In their complaint, the lawyers accused Napocor and SRPC of gross negligence and wanton disregard of Pangasinan residents’ safety when they released “extraordinarily” large volumes of water from the dam’s spillway gates.
“Dam officials unjustifiably waited for the [dam’s] water level to reach [a] very critical level when they opened the spillway gate midnight of Oct. 7, when the water level was 287.65 meters above sea level (masl),” the lawyers said.
The dam has a maximum water level of 290 masl.
“At 3 a.m. on Oct. 9, San Roque Dam was already releasing water at 5,072 cubic meters per second (cms). Water level at the reservoir was already 289.05 masl. Dam officials released water for more than 10 hours at 5,072 (cms) into the … Agno River,” they said.
As a result, they said, the rampaging excess water overtopped and eroded dikes along the Agno River, destroying everything in its path, causing massive flooding in 38 Pangasinan towns and cities.

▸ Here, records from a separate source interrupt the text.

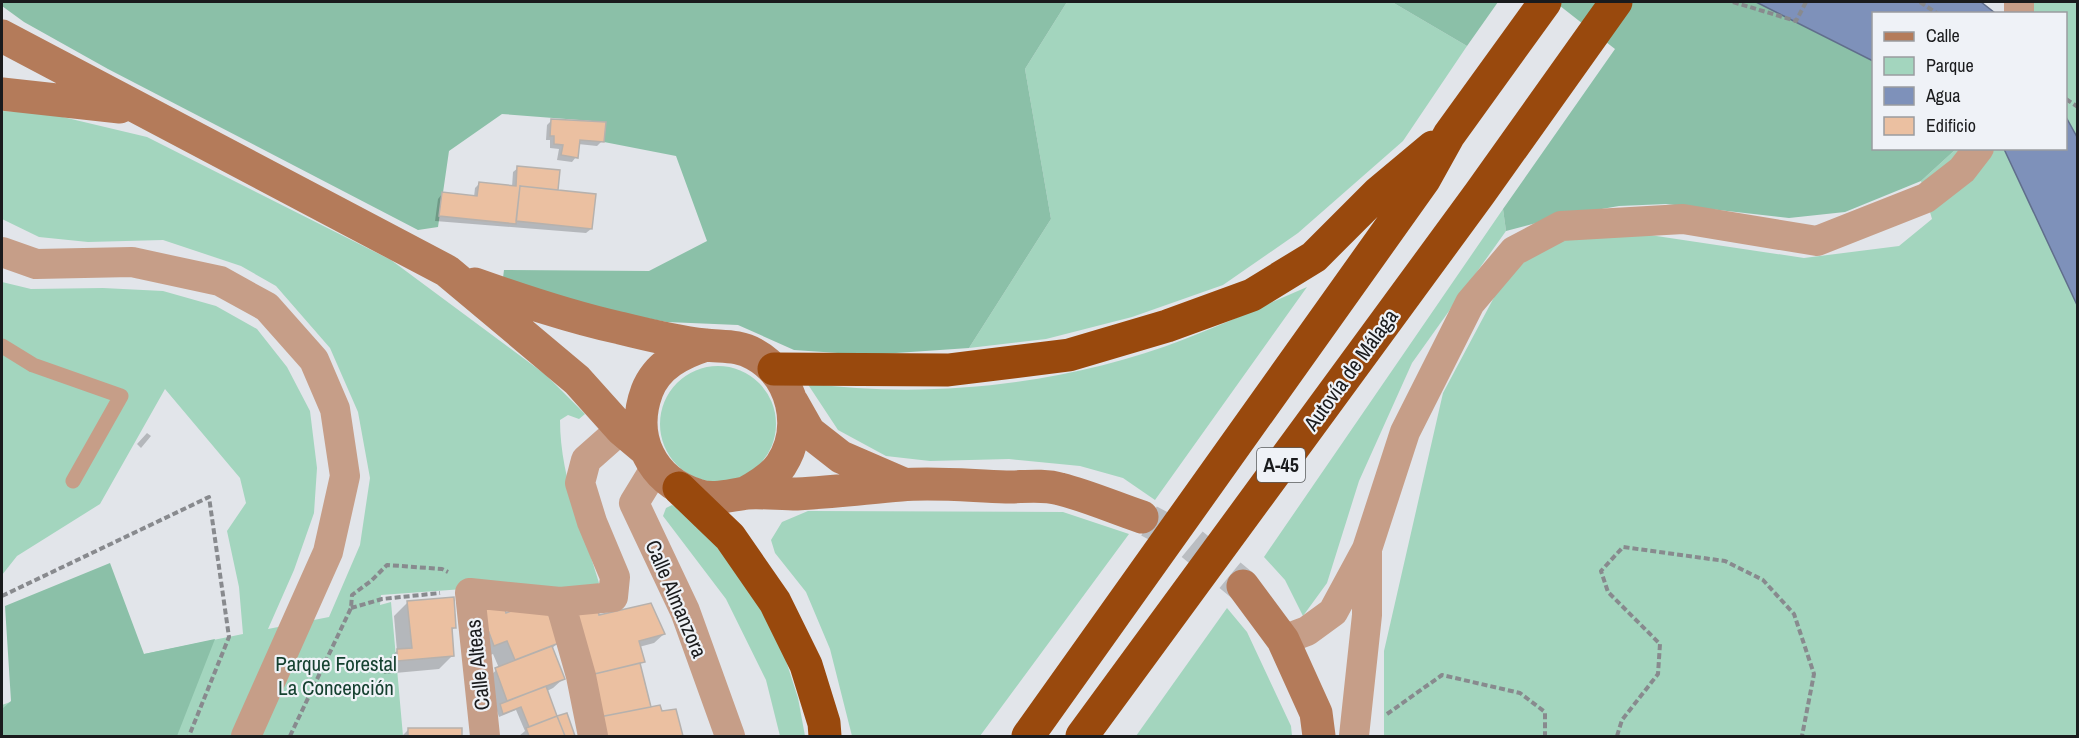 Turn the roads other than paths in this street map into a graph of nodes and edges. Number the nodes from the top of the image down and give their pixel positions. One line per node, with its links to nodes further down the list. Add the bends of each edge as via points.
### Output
1 (1545, 2): 7 (highway, A-45)
2 (1616, 2): 24 (highway, Autovía de Málaga / A-45)
3 (2, 36): 5 (street)
4 (2, 94): 5 (street)
5 (137, 109): 9 (street)
6 (1977, 150): 20 (street, via 1962,170 1926,198 1817,241 1683,219 1561,226 1514,251 1470,303 1405,432)
7 (1436, 151): 12 (highway, via 1378,193 1314,257 1252,295 1167,326 1069,355 948,370); 30 (highway, A-45)
8 (2, 252): 25 (street, via 36,264 132,262 220,281 267,307 314,360 335,409 345,476 328,552)
9 (456, 277): 10 (street, via 542,308); 14 (street, via 577,380)
10 (706, 345): 12 (street, via 730,346 754,354); 15 (street, via 684,352 665,365 651,382 642,404 640,427)
11 (2, 346): 16 (lane, via 33,366 121,396)
12 (774, 369): 13 (street)
13 (792, 402): 17 (street, via 809,432 841,457); 18 (street, via 790,446 780,466 765,482)
14 (621, 429): 15 (street); 22 (street, via 586,460 580,483 615,577 613,597)
15 (660, 468): 18 (street, via 700,496 723,498); 28 (street, Calle Almanzora, via 634,503 685,611); 29 (highway, via 730,537 776,602 806,665)
16 (74, 481)
17 (905, 484): 18 (street, via 797,494); 19 (street, via 1058,488)
18 (745, 493)
19 (1142, 517)
20 (1367, 549): 23 (street, via 1333,612 1307,631); 34 (street, via 1367,615)
21 (1243, 586): 23 (street)
22 (560, 602): 26 (street, Calle Alteas, via 470,593); 27 (street)
23 (1283, 640): 33 (street, via 1316,713)
24 (1114, 692): 31 (highway, Autovía de Málaga / A-45); 32 (highway)
25 (246, 736)
26 (485, 736)
27 (593, 736)
28 (730, 736)
29 (825, 736)
30 (1028, 736)
31 (1082, 736)
32 (1096, 736)
33 (1319, 736)
34 (1354, 736) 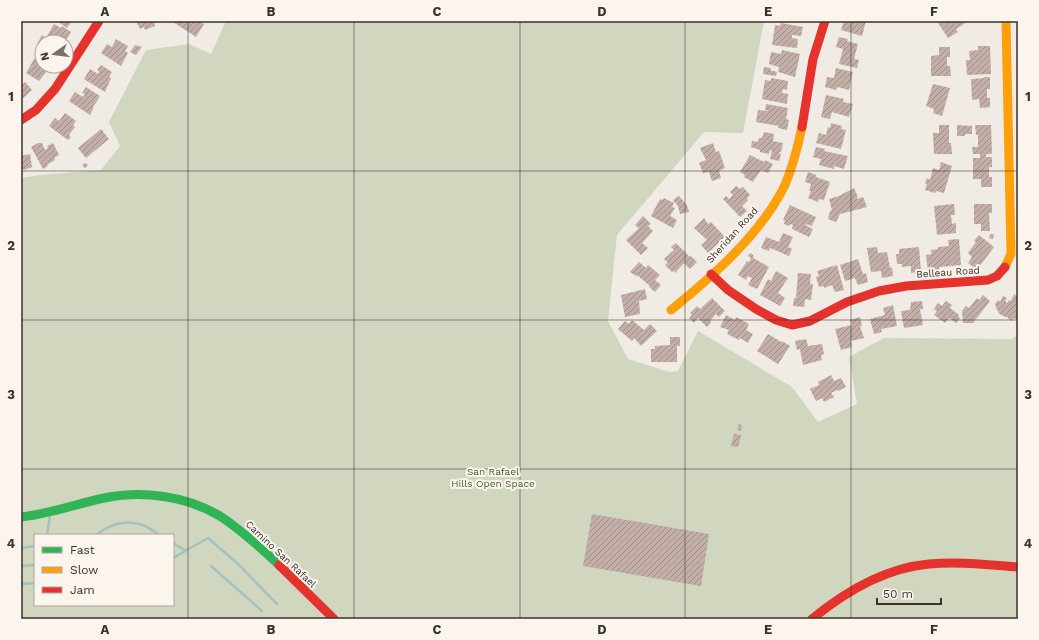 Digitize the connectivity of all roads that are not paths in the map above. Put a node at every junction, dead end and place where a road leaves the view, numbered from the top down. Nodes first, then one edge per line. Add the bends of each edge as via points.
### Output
1 (99, 21) edge
2 (825, 21) edge
3 (1006, 21) edge
4 (21, 120) edge
5 (711, 274) junction
6 (671, 310) dead end
7 (21, 517) edge
8 (1018, 567) edge
9 (334, 619) edge
10 (812, 619) edge

1 - 4 street via 55,89 36,110
2 - 5 street, Sheridan Road via 816,46 801,133 792,166 781,192 742,243
3 - 5 street, Belleau Road via 1011,254 1004,270 988,280 906,286 859,297 809,322 791,325 765,314 734,295
5 - 6 street, Sheridan Road
7 - 9 street, Camino San Rafael via 118,496 164,498 200,507 218,515 252,539
8 - 10 street via 967,563 912,567 873,579 857,587 835,600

The provincial government had reported that at least P8-billion worth of property, crops and fish were destroyed by the floods. At least 57 people died.
“If Napocor had considered the 280- to 290-masl water level to be already critical, why was it that dam officials … did not order the release of water early on when the water started breaching the 280-masl [mark]?” the lawyers said.
Dagupan Councilor Jose Netu Tamayo, former PTLA president, said other people who may wish to join the class suit may still come and join the fight.
“We can amend the complaint and include them if they want,” Tamayo said.